- Machine Learning with scikit:learn Quick Start Guide
- Kevin Jolly
- 326字
- 2021-06-24 18:15:56
Missing values
Another constraint with scikit-learn is that it cannot handle data with missing values. Therefore, we must check whether our dataset has any missing values in any of the columns to begin with. We can do this by using the following code:
#Checking every column for missing values
df.isnull().any()
This produces this output:
Here we note that every column has some amount of missing values.
Missing values can be handled in a variety of ways, such as the following:
- Median imputation
- Mean imputation
- Filling them with the majority value
The amount of techniques is quite large and varies depending on the nature of your dataset. This process of handling features with missing values is called feature engineering.

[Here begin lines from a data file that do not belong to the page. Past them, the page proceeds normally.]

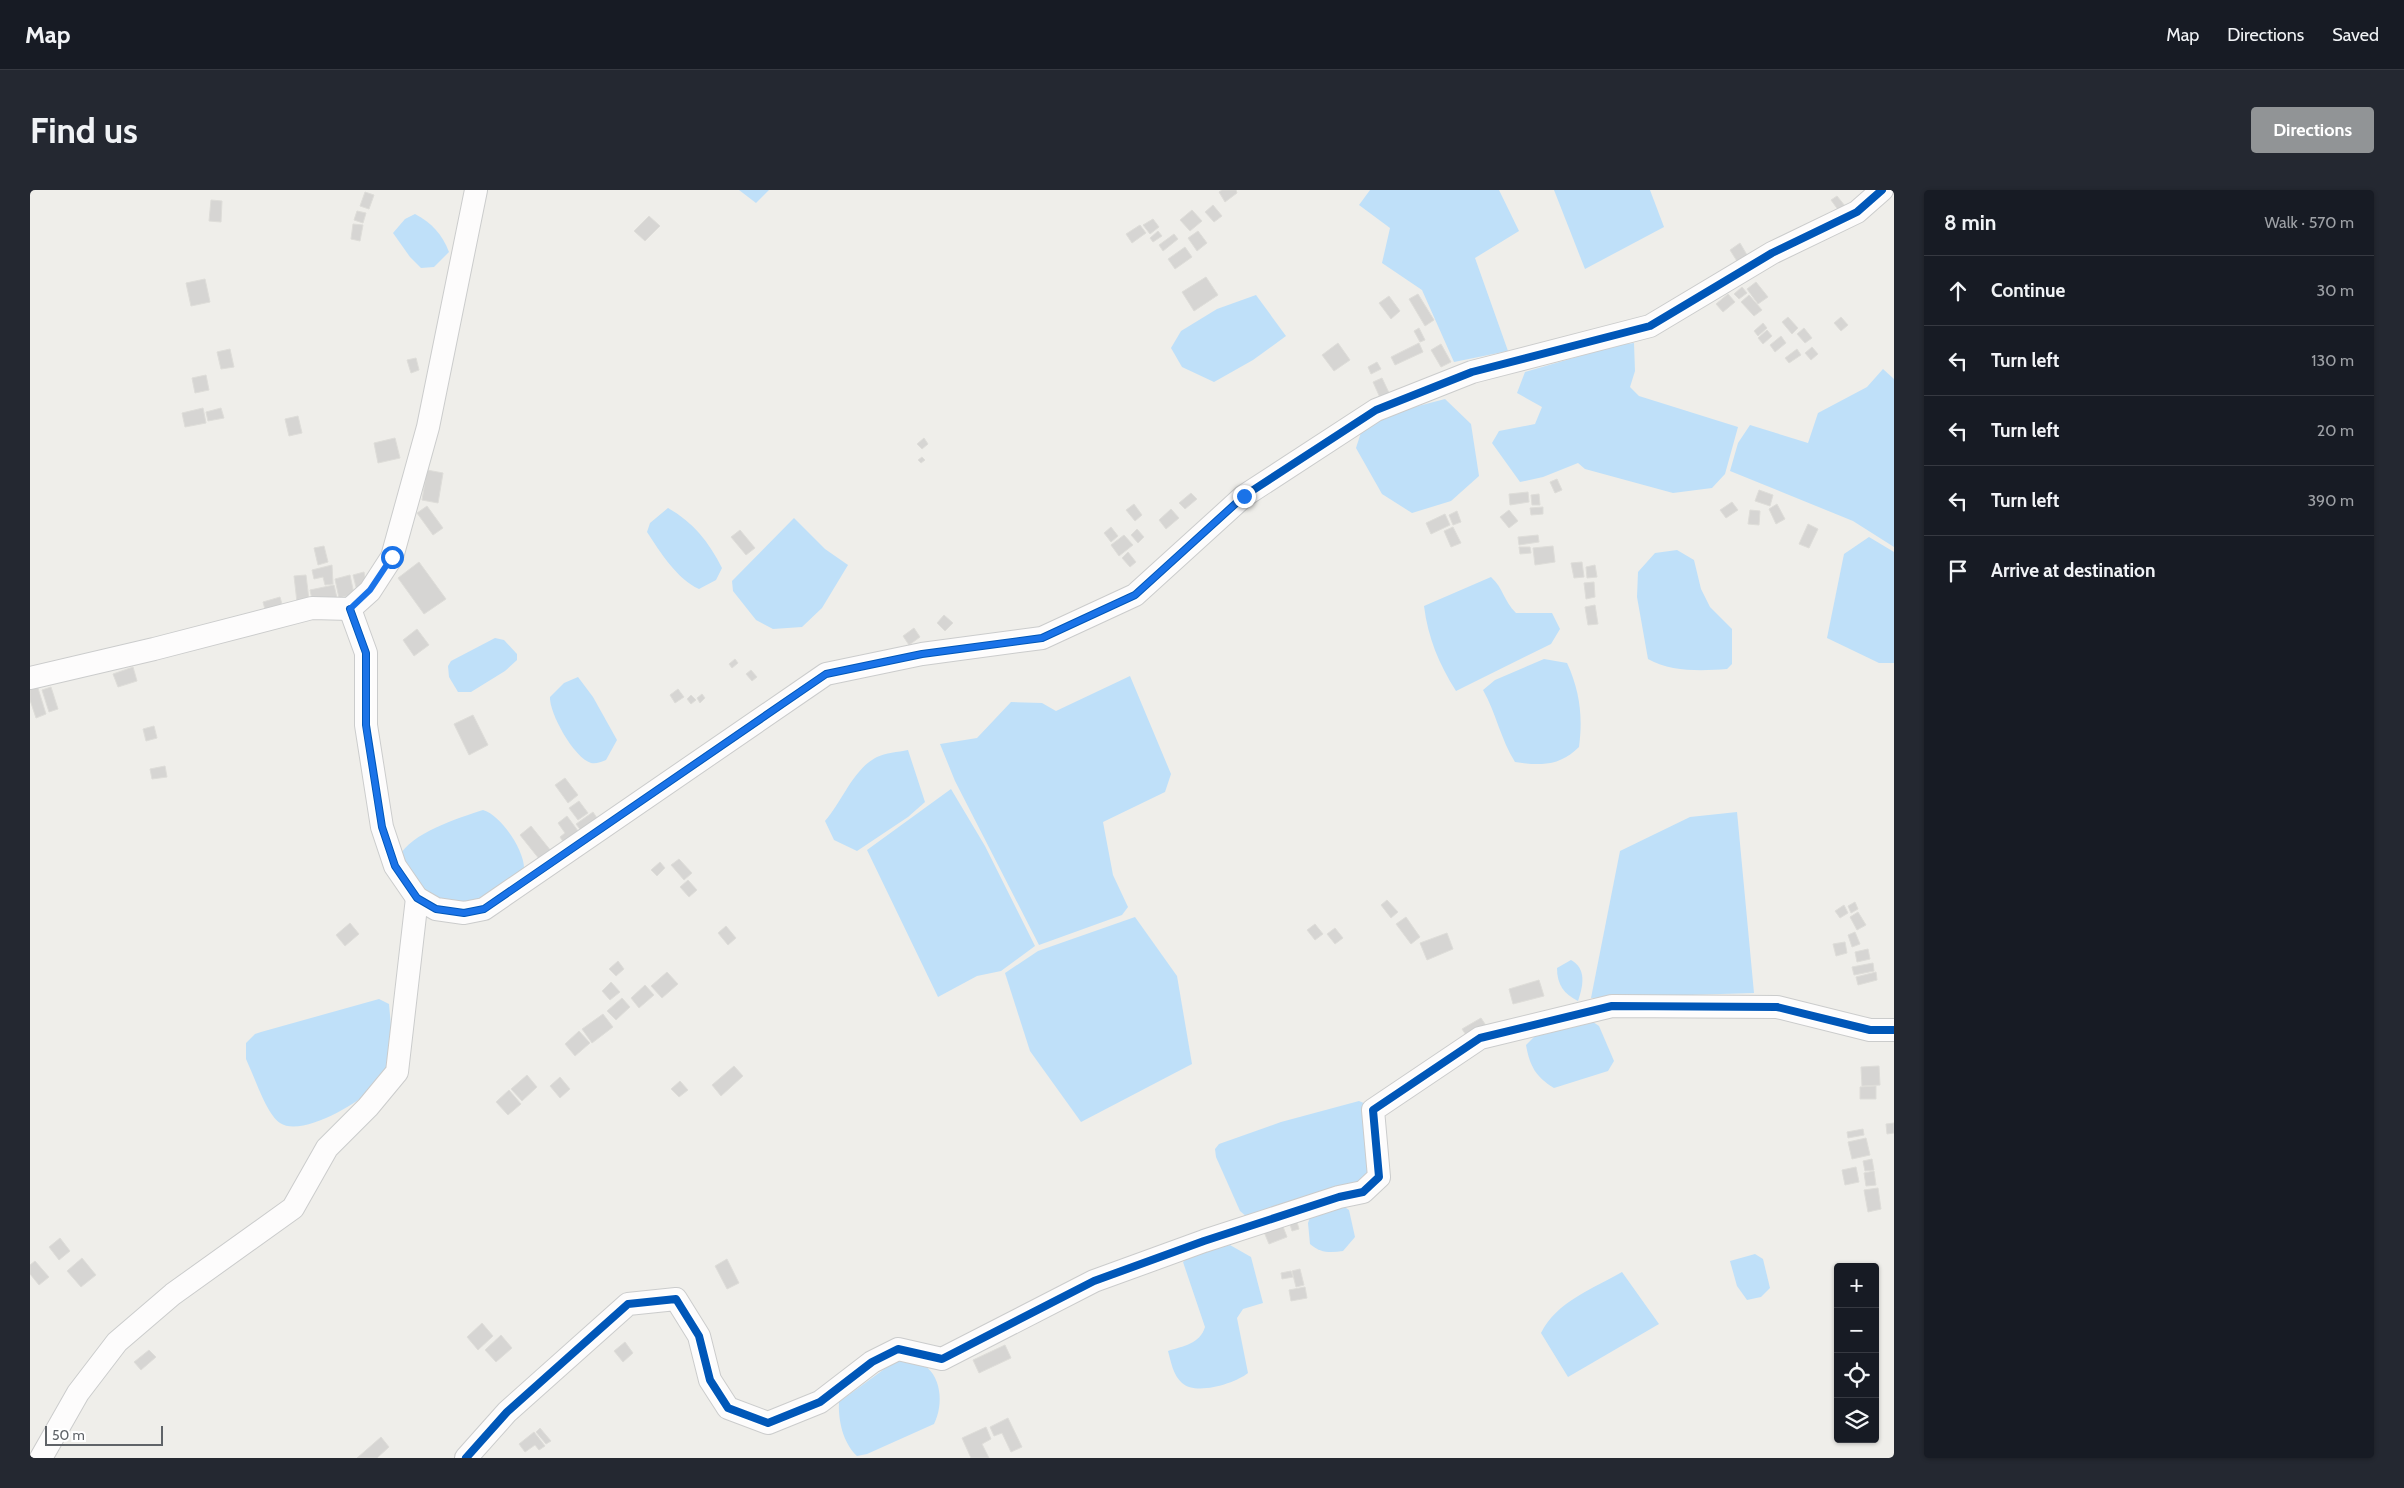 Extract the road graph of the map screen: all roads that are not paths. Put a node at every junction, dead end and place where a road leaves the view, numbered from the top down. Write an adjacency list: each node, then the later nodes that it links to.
1 (476, 190): 3 (street)
2 (1882, 190): 5 (street)
3 (350, 609): 4 (street); 5 (street)
4 (30, 678)
5 (417, 898): 7 (street)
6 (1894, 1030): 8 (street)
7 (41, 1458)
8 (466, 1458)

Feature engineering can be done for both categorical and numerical columns and would require an entire book to explain the various methodologies that comprise the topic.

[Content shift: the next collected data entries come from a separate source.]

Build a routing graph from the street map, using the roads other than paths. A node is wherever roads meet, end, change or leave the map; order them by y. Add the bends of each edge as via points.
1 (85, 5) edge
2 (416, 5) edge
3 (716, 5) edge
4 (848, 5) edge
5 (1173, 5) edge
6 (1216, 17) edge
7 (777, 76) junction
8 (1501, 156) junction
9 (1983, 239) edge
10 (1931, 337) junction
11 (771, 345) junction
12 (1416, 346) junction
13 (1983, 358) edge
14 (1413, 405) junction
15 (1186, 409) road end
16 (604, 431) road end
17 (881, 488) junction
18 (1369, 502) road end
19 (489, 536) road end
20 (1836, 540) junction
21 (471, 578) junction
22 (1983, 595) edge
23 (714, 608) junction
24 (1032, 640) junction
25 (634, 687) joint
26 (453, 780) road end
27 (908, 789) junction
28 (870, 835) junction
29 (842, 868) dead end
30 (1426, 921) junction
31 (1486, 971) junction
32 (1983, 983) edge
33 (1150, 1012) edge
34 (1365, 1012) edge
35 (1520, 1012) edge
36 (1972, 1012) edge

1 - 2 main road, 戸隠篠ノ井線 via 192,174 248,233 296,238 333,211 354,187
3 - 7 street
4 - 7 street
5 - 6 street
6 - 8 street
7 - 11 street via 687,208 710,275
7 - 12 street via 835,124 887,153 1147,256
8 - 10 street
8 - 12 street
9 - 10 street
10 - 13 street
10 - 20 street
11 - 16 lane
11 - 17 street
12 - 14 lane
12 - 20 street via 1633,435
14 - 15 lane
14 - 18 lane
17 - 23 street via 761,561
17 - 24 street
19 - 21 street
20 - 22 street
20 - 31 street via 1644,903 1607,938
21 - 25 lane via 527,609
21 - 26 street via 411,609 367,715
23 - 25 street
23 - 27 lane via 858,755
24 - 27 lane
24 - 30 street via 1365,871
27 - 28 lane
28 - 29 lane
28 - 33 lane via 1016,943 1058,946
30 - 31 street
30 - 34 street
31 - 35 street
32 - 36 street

Since this book provides you with a deep focus on the art of applying the various machine learning algorithms that scikit-learn offers, feature engineering will not be dealt with.
So, for the purpose of aligning with the goals that this book intends to achieve, we will impute all the missing values with a zero.
We can do this by using the following code:
#Imputing the missing values with a 0
df = df.fillna(0)
We now have a dataset that is ready for machine learning with scikit-learn. We will use this dataset for all the other chapters that we will go through in the future. To make it easy for us, then, we will export this dataset as a .csv file and store it in the same directory that you are working in with the Jupyter Notebook.
We can do this by using the following code:
df.to_csv('fraud_prediction.csv')
This will create a .csv file of this dataset in the directory that you are working in, which you can load into the notebook again using pandas.